#### Work to complete:
The required result is the number of lines below that hold the word "шоссе", stated without anything else.

────

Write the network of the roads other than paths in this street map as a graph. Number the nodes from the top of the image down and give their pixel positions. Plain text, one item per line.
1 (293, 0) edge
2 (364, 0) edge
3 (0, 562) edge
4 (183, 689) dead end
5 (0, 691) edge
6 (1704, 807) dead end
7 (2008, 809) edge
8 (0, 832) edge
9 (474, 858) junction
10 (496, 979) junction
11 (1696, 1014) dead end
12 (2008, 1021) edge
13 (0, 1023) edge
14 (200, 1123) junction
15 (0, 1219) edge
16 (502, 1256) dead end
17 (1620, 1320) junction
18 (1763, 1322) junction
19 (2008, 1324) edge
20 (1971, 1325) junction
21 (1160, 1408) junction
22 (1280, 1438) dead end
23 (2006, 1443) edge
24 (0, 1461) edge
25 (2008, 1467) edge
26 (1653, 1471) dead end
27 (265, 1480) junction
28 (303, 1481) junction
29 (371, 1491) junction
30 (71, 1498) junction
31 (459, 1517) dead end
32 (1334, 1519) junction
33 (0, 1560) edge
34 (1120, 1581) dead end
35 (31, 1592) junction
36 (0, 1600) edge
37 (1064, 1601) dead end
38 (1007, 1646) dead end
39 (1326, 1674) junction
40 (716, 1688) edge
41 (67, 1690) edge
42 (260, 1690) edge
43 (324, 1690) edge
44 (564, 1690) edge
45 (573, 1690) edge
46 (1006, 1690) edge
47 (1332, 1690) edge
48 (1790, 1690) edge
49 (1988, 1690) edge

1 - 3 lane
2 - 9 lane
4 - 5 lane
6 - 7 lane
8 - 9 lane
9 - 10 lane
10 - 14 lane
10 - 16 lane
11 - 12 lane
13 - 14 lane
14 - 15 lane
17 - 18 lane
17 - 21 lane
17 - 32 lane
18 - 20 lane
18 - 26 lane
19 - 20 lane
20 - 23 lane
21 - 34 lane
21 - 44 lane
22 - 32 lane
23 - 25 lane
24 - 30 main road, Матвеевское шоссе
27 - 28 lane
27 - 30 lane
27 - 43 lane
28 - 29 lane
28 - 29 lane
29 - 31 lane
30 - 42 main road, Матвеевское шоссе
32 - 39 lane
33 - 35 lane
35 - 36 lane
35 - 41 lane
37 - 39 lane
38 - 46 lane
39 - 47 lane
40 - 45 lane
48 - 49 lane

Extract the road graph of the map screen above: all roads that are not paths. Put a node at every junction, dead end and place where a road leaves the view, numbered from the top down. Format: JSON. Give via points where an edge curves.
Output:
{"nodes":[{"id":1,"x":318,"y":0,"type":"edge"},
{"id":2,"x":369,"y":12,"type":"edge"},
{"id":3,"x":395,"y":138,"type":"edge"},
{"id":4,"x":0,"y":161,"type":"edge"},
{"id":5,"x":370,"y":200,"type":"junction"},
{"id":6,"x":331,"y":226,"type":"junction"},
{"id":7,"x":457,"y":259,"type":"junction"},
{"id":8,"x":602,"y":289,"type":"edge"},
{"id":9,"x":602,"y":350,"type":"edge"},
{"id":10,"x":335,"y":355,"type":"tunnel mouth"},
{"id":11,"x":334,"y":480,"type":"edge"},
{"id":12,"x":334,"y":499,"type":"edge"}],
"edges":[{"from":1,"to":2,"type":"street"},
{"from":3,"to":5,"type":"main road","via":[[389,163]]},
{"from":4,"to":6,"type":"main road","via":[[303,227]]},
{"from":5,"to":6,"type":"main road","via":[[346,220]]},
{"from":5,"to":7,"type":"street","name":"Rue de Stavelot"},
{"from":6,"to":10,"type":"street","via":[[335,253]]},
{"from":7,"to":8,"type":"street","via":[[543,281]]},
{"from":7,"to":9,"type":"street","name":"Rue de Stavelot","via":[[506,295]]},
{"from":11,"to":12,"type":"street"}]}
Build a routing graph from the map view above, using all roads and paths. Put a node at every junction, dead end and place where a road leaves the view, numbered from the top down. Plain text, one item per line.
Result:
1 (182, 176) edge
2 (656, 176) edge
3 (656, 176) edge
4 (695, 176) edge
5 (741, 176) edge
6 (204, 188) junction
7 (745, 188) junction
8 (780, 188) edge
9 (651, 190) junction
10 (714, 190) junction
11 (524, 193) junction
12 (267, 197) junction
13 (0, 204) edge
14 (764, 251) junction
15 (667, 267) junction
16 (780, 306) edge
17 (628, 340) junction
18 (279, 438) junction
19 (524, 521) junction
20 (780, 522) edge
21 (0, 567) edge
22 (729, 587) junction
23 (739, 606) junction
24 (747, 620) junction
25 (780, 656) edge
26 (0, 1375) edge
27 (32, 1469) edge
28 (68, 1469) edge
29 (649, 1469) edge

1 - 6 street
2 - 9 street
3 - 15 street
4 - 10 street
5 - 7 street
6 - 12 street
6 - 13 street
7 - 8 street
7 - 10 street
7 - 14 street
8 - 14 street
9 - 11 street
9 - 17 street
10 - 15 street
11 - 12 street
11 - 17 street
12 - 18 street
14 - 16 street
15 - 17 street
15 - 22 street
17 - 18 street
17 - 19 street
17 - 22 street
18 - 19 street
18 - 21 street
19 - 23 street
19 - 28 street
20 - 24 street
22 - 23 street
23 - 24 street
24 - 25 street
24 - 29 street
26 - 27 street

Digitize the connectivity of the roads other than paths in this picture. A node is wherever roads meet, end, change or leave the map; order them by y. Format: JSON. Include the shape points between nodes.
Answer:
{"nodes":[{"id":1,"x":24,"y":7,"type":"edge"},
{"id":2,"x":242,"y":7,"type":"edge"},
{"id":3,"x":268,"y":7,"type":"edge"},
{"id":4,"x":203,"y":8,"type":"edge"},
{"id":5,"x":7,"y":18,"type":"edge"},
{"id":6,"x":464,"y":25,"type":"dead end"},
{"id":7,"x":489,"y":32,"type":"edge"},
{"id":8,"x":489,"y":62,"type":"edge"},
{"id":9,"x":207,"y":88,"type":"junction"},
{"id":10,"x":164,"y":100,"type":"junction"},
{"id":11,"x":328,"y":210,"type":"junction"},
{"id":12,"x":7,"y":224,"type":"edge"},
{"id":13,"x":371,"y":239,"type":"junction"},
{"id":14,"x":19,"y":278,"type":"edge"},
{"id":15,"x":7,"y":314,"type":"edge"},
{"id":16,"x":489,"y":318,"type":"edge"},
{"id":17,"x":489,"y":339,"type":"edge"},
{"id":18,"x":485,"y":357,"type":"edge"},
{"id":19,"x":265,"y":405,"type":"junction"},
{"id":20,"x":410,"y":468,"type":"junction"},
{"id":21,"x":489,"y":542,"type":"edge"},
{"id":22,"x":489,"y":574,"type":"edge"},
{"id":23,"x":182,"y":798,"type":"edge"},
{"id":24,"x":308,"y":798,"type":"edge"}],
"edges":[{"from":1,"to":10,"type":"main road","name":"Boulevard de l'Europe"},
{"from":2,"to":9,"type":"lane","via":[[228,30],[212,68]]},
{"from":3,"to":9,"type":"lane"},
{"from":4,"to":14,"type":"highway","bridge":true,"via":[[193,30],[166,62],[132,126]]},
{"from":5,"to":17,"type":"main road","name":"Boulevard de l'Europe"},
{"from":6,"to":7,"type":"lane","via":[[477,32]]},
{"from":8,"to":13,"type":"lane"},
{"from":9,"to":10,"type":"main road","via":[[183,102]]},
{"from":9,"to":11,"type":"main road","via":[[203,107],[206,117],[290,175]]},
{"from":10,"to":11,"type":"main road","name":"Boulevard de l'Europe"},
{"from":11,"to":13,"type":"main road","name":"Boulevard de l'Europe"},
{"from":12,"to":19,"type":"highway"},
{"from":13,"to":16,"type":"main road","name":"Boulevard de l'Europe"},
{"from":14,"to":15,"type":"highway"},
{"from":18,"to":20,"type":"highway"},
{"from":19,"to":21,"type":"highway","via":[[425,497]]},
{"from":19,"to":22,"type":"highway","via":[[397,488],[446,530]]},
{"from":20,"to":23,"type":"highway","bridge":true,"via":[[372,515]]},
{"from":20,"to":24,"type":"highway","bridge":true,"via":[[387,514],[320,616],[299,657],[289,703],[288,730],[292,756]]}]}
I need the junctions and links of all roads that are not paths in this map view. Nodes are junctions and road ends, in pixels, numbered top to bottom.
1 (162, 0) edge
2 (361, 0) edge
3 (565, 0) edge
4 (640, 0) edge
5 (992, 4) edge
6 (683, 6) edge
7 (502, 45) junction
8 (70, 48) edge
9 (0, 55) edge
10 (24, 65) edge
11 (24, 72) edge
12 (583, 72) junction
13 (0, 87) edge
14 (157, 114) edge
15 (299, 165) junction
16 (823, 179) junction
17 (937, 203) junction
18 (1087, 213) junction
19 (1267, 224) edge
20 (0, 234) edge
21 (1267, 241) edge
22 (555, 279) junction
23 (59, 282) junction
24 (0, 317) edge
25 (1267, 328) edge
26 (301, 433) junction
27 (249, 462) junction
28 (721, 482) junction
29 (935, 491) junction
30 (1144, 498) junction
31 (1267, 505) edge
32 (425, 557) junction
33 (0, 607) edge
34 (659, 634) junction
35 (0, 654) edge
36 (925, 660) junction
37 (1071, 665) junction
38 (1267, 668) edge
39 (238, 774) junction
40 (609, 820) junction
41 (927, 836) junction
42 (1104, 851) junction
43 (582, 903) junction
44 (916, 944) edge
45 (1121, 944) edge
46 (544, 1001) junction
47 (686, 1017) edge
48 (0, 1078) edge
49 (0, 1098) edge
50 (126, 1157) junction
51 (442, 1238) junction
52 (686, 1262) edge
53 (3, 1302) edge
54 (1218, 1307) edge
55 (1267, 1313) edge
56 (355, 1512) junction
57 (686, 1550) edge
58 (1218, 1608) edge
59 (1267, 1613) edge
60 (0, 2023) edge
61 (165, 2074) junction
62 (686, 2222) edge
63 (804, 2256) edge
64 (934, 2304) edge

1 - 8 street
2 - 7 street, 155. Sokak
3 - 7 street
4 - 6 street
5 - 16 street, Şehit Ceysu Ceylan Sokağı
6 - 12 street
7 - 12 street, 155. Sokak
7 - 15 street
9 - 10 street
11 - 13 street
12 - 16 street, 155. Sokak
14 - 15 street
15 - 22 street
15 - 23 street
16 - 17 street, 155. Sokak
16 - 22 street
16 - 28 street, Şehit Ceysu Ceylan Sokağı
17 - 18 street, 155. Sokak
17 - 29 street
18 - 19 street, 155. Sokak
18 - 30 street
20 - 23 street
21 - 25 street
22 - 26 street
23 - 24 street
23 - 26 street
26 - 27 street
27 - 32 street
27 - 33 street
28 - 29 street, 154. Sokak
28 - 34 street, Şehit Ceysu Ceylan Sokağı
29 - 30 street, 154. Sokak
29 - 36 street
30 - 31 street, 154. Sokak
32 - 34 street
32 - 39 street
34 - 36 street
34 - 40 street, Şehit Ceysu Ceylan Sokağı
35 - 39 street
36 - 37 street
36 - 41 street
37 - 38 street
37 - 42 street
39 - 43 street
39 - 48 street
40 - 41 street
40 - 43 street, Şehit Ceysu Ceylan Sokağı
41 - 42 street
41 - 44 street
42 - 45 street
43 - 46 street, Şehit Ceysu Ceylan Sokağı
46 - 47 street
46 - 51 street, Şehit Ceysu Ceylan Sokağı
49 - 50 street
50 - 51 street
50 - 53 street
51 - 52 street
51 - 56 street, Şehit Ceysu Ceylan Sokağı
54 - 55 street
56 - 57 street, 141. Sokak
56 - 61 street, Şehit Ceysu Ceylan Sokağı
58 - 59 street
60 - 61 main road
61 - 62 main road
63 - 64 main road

────

#### Your response:
2